I'm tring to find the maximum weight subsequence of an array of positive integers - the catch is that no adjacent members are allowed in the final subsequence.
Let a be your array of positive ints. Let f[i] = value of the maximum weight subsequence of the sequence a[0..i].
We have:
f[0] = a[0] because if there's only one element, we have to take it.
f[1] = max(a[0], a[1]) because you have the no adjacent elements restriction, so if you have two elements, you can only take one of them. It makes sense to take the largest one.
Now, generally you have:
f[i > 1] = max(
f[i - 2] + a[i] <= add a[i] to the largest subsequence of the sequence a[0..i - 2]. We cannot take a[0..i - 1] because otherwise we risk adding an adjacent element.
f[i - 1] <= don't add the current element to the maximum of a[0..i - 2], instead take the maximum of a[0..i - 1], to which we cannot add a[i].
)
I think this way is easier to understand than what you have there.
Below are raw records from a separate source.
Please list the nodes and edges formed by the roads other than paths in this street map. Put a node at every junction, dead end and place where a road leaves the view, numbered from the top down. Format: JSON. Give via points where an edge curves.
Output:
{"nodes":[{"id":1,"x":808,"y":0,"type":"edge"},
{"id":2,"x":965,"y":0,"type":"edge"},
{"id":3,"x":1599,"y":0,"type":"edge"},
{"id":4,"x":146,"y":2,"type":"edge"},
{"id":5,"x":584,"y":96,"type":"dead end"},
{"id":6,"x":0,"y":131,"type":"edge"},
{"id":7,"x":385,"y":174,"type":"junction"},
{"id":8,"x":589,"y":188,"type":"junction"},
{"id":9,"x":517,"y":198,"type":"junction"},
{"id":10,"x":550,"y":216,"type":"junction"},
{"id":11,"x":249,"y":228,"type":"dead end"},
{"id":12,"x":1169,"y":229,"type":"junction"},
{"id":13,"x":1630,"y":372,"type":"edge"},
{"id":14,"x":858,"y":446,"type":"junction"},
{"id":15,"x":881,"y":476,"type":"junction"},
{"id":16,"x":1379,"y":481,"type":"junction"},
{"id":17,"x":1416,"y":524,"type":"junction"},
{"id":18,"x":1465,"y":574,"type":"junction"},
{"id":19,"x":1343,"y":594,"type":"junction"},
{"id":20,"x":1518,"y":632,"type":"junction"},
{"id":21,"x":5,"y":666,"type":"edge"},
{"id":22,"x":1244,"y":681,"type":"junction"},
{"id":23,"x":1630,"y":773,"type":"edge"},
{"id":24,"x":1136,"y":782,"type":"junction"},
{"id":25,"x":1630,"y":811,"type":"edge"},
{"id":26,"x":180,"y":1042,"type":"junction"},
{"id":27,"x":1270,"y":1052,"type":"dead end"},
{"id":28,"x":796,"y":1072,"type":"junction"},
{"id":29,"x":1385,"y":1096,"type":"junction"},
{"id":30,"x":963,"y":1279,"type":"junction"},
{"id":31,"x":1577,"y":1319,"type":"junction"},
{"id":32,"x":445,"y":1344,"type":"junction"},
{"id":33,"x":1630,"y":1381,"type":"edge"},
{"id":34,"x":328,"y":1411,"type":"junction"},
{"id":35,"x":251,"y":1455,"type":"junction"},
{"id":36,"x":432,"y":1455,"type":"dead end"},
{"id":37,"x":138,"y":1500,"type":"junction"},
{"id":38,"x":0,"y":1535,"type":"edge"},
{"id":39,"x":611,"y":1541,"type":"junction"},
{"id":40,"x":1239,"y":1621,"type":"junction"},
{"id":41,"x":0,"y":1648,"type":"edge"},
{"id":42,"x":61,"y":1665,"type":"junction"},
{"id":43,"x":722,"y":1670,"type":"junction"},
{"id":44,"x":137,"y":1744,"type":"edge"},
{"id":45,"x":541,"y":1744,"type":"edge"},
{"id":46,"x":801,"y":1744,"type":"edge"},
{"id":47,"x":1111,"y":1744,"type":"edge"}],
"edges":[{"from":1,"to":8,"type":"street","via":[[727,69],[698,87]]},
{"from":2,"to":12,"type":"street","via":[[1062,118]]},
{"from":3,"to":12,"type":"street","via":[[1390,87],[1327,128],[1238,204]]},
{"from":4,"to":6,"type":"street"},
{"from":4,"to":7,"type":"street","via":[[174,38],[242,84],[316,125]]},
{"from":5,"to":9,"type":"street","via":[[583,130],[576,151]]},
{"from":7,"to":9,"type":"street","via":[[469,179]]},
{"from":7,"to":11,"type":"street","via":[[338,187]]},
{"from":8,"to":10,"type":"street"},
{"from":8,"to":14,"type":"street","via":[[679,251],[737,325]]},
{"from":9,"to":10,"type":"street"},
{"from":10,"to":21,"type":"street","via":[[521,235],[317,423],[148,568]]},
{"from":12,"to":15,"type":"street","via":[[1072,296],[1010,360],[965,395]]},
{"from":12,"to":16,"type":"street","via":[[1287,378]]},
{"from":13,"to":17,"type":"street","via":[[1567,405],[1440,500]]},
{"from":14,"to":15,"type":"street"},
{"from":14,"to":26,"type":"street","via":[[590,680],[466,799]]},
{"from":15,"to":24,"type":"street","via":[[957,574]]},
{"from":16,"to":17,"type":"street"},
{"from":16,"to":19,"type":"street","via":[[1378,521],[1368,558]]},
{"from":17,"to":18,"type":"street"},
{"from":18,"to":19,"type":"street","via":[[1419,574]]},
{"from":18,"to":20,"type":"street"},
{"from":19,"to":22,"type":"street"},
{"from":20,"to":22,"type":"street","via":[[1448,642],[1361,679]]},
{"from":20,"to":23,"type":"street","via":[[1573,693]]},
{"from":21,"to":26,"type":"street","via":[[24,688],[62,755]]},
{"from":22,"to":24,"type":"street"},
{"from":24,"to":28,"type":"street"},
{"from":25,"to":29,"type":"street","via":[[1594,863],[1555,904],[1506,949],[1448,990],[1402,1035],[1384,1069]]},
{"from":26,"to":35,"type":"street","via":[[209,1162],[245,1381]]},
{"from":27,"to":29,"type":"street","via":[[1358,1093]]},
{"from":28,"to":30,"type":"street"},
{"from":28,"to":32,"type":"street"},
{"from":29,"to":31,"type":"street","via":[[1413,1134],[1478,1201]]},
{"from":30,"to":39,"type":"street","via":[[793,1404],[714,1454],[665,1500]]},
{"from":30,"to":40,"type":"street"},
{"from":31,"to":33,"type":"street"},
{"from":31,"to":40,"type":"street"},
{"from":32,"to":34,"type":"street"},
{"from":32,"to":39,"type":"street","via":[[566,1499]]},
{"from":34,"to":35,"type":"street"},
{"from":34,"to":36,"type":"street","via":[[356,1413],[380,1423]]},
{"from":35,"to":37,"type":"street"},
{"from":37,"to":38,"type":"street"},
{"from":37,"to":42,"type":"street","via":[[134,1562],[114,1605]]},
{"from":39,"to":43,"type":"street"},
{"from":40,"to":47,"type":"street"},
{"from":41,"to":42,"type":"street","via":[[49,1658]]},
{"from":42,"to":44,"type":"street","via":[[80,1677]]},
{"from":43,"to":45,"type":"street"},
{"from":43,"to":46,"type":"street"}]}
The approaches are equivalent, I just find this clearer for this particular problem, since recursion makes things harder in this case and the pseudocode could be clearer either way.
But what do you NOT understand? It seems quite clear for me:
we will build the maximal subsequence for every prefix of our given sequence
to calculate the maximal subsequence for prefix of length i, we consider two possibilities: Either the last element is, or isn't in the maximal subsequence (clearly there are no other possibilities).
if it is there, we consider the value of the last element, plus the value of maximal subsequence of the prefix two elements shorter (because in this case, we know the last element cannot be present in the maximal subsequence because of the adjacent elements rule)
if it isn't we take the value of maximal sum of prefix one element shorter (if the last element of the prefix is not in the maximal subsequence, the maximal subsequence has to be equal for this and the previous prefix)
we compare and take the maximum of the two
Plus: you need to remember actual subsequences; you need to avoid superfluous function invocations, hence the memoization.
Why does he expand f[] to [],0?
Because the first from the pair in return value means current maximal subsequence, and the second is its value. Maximal subsequence of an empty sequence is empty and has value zero.